Intuitively, the basic idea is that a piece of code and corresponding state (i.e. memory) should only be able to influence what is “reachable” from that code/memory. For example, if you look at where an object gets allocated and trace through all of the code that touches that object, that should give you a wholistic understanding of the state of the object at any time. Local reasoning about state says that you don’t need to look at some unrelated piece of code or memory to understand what state your object is in, because unrelated code/memory cannot interact with the object except through the code/memory that does touch the object.

Memory corruption violates local reasoning about state, and that is the reason why memory corruption is so powerful for building exploits, as I tried to convey in my prior post.

Unfortunately there are some limitations with the paper’s approach that make it hard to apply to real systems. The locality/noninterference arguments are proposed in the form of several frame theorems. If you try to apply the first frame theorem to show isolation in a program that uses an allocator wrapper, you’ll quickly notice that the non-reachability precondition is not satisfied. This is a toy example, but it demonstrates how the paper’s framework cannot help you reason about locality and noninterference when state isolation is enforced by invariants in the code (e.g. a library API) rather than invariants in the language or abstract machine.

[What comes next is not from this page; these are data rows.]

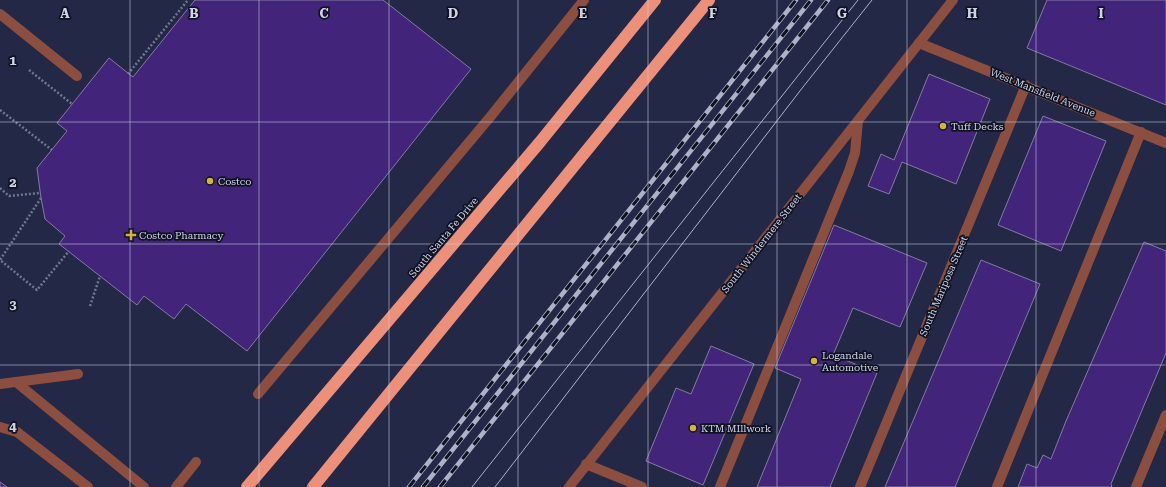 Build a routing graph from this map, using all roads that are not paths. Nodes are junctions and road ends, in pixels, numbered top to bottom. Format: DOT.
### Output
graph roads {
  1 [pos="584,0"];
  2 [pos="655,0"];
  3 [pos="709,0"];
  4 [pos="954,0"];
  5 [pos="0,14"];
  6 [pos="919,43"];
  7 [pos="78,76"];
  8 [pos="1026,85"];
  9 [pos="858,121"];
  10 [pos="1141,132"];
  11 [pos="1166,143"];
  12 [pos="78,374"];
  13 [pos="16,382"];
  14 [pos="0,384"];
  15 [pos="258,394"];
  16 [pos="1166,415"];
  17 [pos="0,427"];
  18 [pos="350,442"];
  19 [pos="196,462"];
  20 [pos="586,464"];
  21 [pos="88,487"];
  22 [pos="144,487"];
  23 [pos="176,487"];
  24 [pos="246,487"];
  25 [pos="313,487"];
  26 [pos="318,487"];
  27 [pos="568,487"];
  28 [pos="642,487"];
  29 [pos="720,487"];
  30 [pos="860,487"];
  31 [pos="996,487"];
  32 [pos="1136,487"];
  1 -- 15 [label="street"];
  2 -- 24 [label="highway, South Santa Fe Drive"];
  3 -- 18 [label="highway"];
  4 -- 6 [label="street, South Windermere Street"];
  5 -- 7 [label="street"];
  6 -- 8 [label="street, West Mansfield Avenue"];
  6 -- 9 [label="street, South Windermere Street"];
  8 -- 10 [label="street, West Mansfield Avenue"];
  8 -- 30 [label="street, South Mariposa Street"];
  9 -- 20 [label="street, South Windermere Street"];
  9 -- 29 [label="street"];
  10 -- 11 [label="street, West Mansfield Avenue"];
  10 -- 31 [label="street"];
  12 -- 13 [label="street"];
  13 -- 14 [label="street"];
  13 -- 22 [label="street"];
  16 -- 32 [label="street"];
  17 -- 21 [label="street"];
  18 -- 25 [label="highway"];
  18 -- 26 [label="highway"];
  19 -- 23 [label="street"];
  20 -- 27 [label="street, South Windermere Street"];
  20 -- 28 [label="street"];
} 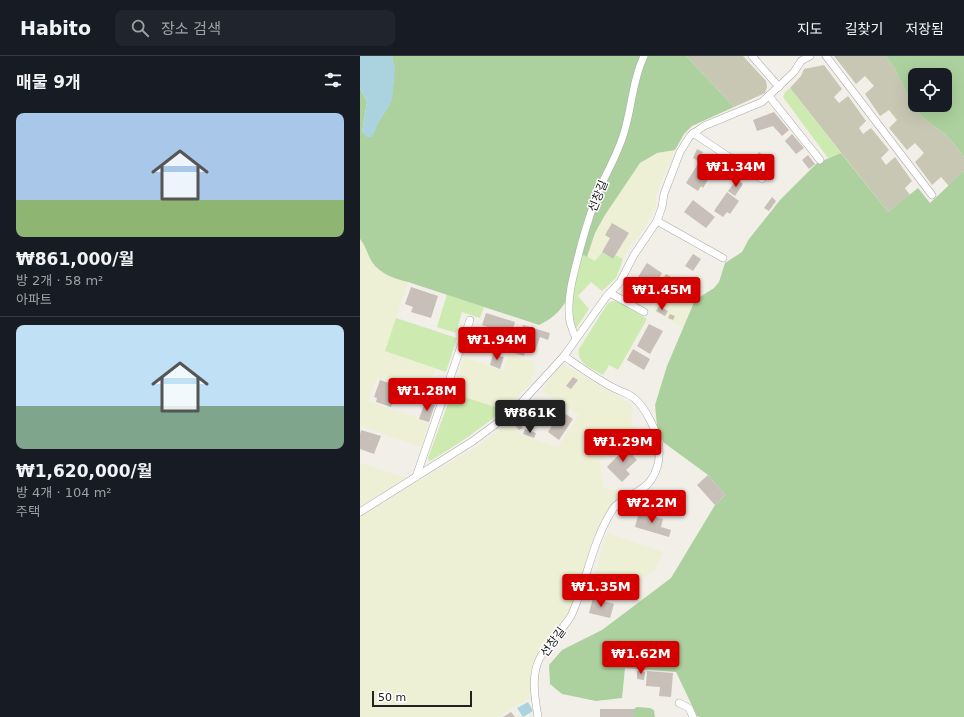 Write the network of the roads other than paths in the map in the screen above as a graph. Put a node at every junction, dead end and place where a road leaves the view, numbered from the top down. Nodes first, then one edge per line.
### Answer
1 (644, 56) edge
2 (752, 56) edge
3 (810, 56) edge
4 (826, 56) edge
5 (779, 87) junction
6 (769, 96) junction
7 (693, 133) junction
8 (820, 160) dead end
9 (762, 179) dead end
10 (932, 195) dead end
11 (657, 221) junction
12 (723, 258) dead end
13 (610, 293) junction
14 (644, 312) dead end
15 (470, 320) dead end
16 (576, 338) junction
17 (564, 356) junction
18 (416, 477) junction
19 (360, 512) edge
20 (679, 703) dead end
21 (538, 717) edge
22 (693, 717) edge

1 - 16 lane, 선창길
2 - 5 lane
3 - 5 lane
4 - 10 lane
5 - 6 lane
6 - 7 lane
6 - 8 lane
7 - 9 lane
7 - 11 lane
11 - 12 lane
11 - 13 lane
13 - 14 lane
13 - 16 lane
15 - 18 lane
16 - 17 lane
17 - 18 lane
17 - 21 lane, 선창길
18 - 19 lane
20 - 22 lane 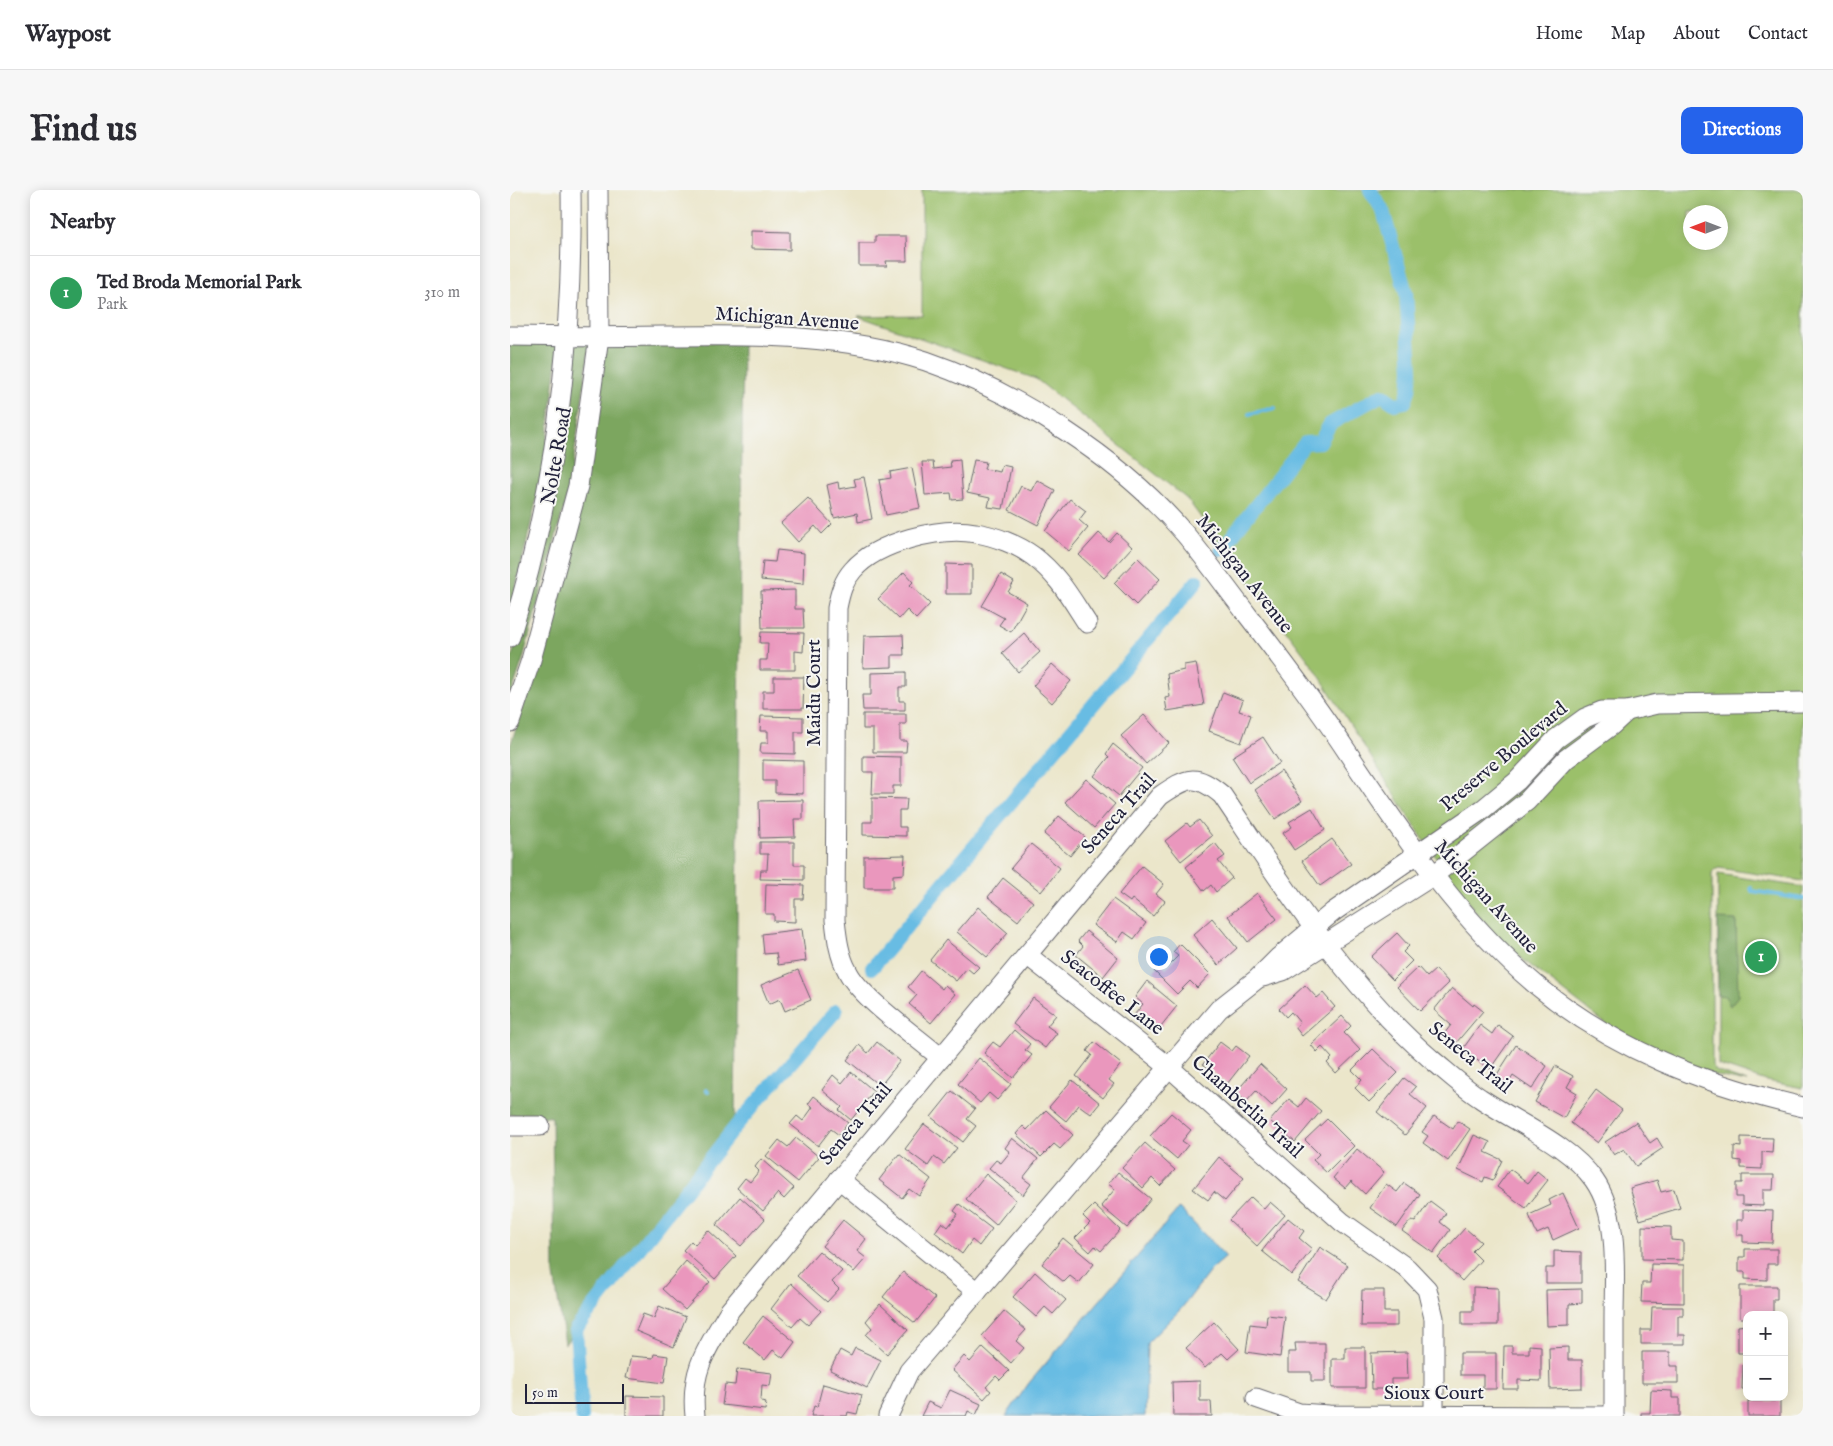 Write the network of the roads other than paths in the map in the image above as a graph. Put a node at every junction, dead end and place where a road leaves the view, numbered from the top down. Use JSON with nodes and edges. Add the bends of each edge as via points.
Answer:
{"nodes":[{"id":1,"x":571,"y":190,"type":"edge"},
{"id":2,"x":598,"y":190,"type":"edge"},
{"id":3,"x":510,"y":336,"type":"edge"},
{"id":4,"x":567,"y":337,"type":"junction"},
{"id":5,"x":599,"y":337,"type":"junction"},
{"id":6,"x":1087,"y":623,"type":"dead end"},
{"id":7,"x":510,"y":637,"type":"edge"},
{"id":8,"x":1803,"y":702,"type":"edge"},
{"id":9,"x":1627,"y":711,"type":"junction"},
{"id":10,"x":510,"y":722,"type":"edge"},
{"id":11,"x":1503,"y":793,"type":"junction"},
{"id":12,"x":1516,"y":809,"type":"junction"},
{"id":13,"x":1417,"y":854,"type":"junction"},
{"id":14,"x":1434,"y":875,"type":"junction"},
{"id":15,"x":1318,"y":937,"type":"junction"},
{"id":16,"x":1027,"y":955,"type":"junction"},
{"id":17,"x":941,"y":1058,"type":"junction"},
{"id":18,"x":1169,"y":1067,"type":"junction"},
{"id":19,"x":1803,"y":1107,"type":"edge"},
{"id":20,"x":510,"y":1126,"type":"edge"},
{"id":21,"x":540,"y":1126,"type":"dead end"},
{"id":22,"x":839,"y":1179,"type":"junction"},
{"id":23,"x":977,"y":1292,"type":"junction"},
{"id":24,"x":1256,"y":1398,"type":"dead end"},
{"id":25,"x":695,"y":1416,"type":"edge"},
{"id":26,"x":888,"y":1416,"type":"edge"},
{"id":27,"x":1434,"y":1416,"type":"edge"},
{"id":28,"x":1614,"y":1416,"type":"edge"}],
"edges":[{"from":1,"to":4,"type":"street","name":"Nolte Road"},
{"from":2,"to":5,"type":"street","name":"Nolte Road"},
{"from":3,"to":4,"type":"street","name":"Michigan Avenue"},
{"from":4,"to":5,"type":"street","name":"Michigan Avenue"},
{"from":4,"to":7,"type":"street","name":"Nolte Road","via":[[552,469],[525,588]]},
{"from":5,"to":10,"type":"street","name":"Nolte Road","via":[[578,486],[531,660]]},
{"from":5,"to":13,"type":"street","name":"Michigan Avenue","via":[[746,335],[846,342],[926,361],[993,390],[1068,432],[1120,470],[1184,533],[1309,694]]},
{"from":6,"to":17,"type":"street","name":"Maidu Court","via":[[1057,576],[1031,555],[976,533],[949,532],[895,543],[869,556],[853,569],[842,585],[836,608],[835,920],[839,948],[858,988]]},
{"from":8,"to":9,"type":"street","name":"Preserve Boulevard","via":[[1657,704]]},
{"from":9,"to":11,"type":"street","name":"Preserve Boulevard","via":[[1602,711],[1584,718],[1556,739]]},
{"from":9,"to":12,"type":"street","name":"Preserve Boulevard","via":[[1566,759]]},
{"from":11,"to":12,"type":"street"},
{"from":11,"to":13,"type":"street","name":"Preserve Boulevard"},
{"from":12,"to":14,"type":"street","name":"Preserve Boulevard"},
{"from":13,"to":14,"type":"street","name":"Michigan Avenue"},
{"from":13,"to":15,"type":"street","name":"Preserve Boulevard"},
{"from":14,"to":15,"type":"street","name":"Preserve Boulevard"},
{"from":14,"to":19,"type":"street","name":"Michigan Avenue","via":[[1500,951],[1578,1016],[1655,1060],[1752,1096]]},
{"from":15,"to":16,"type":"street","name":"Seneca Trail","via":[[1222,795],[1205,782],[1192,779],[1177,784],[1160,796]]},
{"from":15,"to":18,"type":"street","via":[[1283,970],[1257,979],[1219,1009]]},
{"from":15,"to":28,"type":"street","name":"Seneca Trail","via":[[1382,1012],[1430,1058],[1478,1097],[1550,1141],[1594,1180],[1604,1202],[1614,1240]]},
{"from":16,"to":17,"type":"street","name":"Seneca Trail"},
{"from":16,"to":18,"type":"street","name":"Seacoffee Lane"},
{"from":17,"to":22,"type":"street","name":"Seneca Trail"},
{"from":18,"to":23,"type":"street","name":"Chamberlin Trail"},
{"from":18,"to":27,"type":"street","name":"Chamberlin Trail","via":[[1342,1222],[1408,1268],[1427,1289],[1434,1318]]},
{"from":20,"to":21,"type":"street"},
{"from":22,"to":23,"type":"street"},
{"from":22,"to":25,"type":"street","name":"Seneca Trail","via":[[730,1310],[701,1359],[695,1383]]},
{"from":23,"to":26,"type":"street","name":"Chamberlin Trail","via":[[909,1371]]},
{"from":24,"to":27,"type":"street","name":"Sioux Court","via":[[1299,1413]]},
{"from":27,"to":28,"type":"street","name":"Sioux Court"}]}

Now, there are systems in which the abstract machine itself does provide the necessary invariants for the paper’s framework to work, for example CHERI. That said, most systems today use conventional architectures and unsafe languages and so must strive for the best locality/noninterference they can by using libraries, abstraction, and safe coding patterns to enforce invariants. In the future, it would be interesting to see the locality/noninterference argument extended with some sort of “composition of abstract machines” argument that allows encapsulation and APIs to rigorously restrict interference even in the face of internal reachability.

Safe languages use invariants to provide memory safety, but these invariants do not define memory safety

Many definitions of memory safety talk about concepts like type safety, initialization safety, concurrency safety, etc. These are all necessary areas to consider when a language is carving out a subspace of the total space of possible program executions that is guaranteed to be free of memory unsafety. However, a program could in principle respect memory safety while violating any or all of these properties.

Probably the most controversial of these to exclude from a definition of memory safety is type safety, for two reasons. First, many common definitions of memory safety assume type safety, and it’s an integral piece of how many security researchers view memory corruption. Second, modern languages often rely heavily on type safety as an underlying invariant that allows them to construct guarantees around memory safety.

However, I don’t see anything about accessing memory through a pointer with the “wrong” type that fundamentally forbids one from building guarantees that ensure handle/object integrity, local reasoning about state, and noninterference. Type safety is simply a very nice property to lean on when building such guarantees in a language. Similar arguments could be made about other properties common to safe languages, including initialization and concurrency safety.

In general, I tend to distinguish the concepts of “memory safety” and “memory safety invariant”. “Memory safety” is the property of not exhibiting memory unsafety. A “memory safety invariant” is an invariant relied on by the program or language to guarantee memory safety. That is, if all memory safety invariants are upheld, then memory safety is guaranteed. But violating a memory safety invariant does not mean that memory unsafety has occurred, just that it’s no longer guaranteed not to occur.

Programs and languages use memory safety invariants to constrain the set of all possible executions of a program to a (strict) subspace of all memory-safe executions. But these invariants are stronger than memory safety. I honestly don’t know what defines the perimeter of the space of all memory safety, the exact boundary between memory safe and memory unsafe.


Thanks to Thomas Dullien, Jann Horn, and others.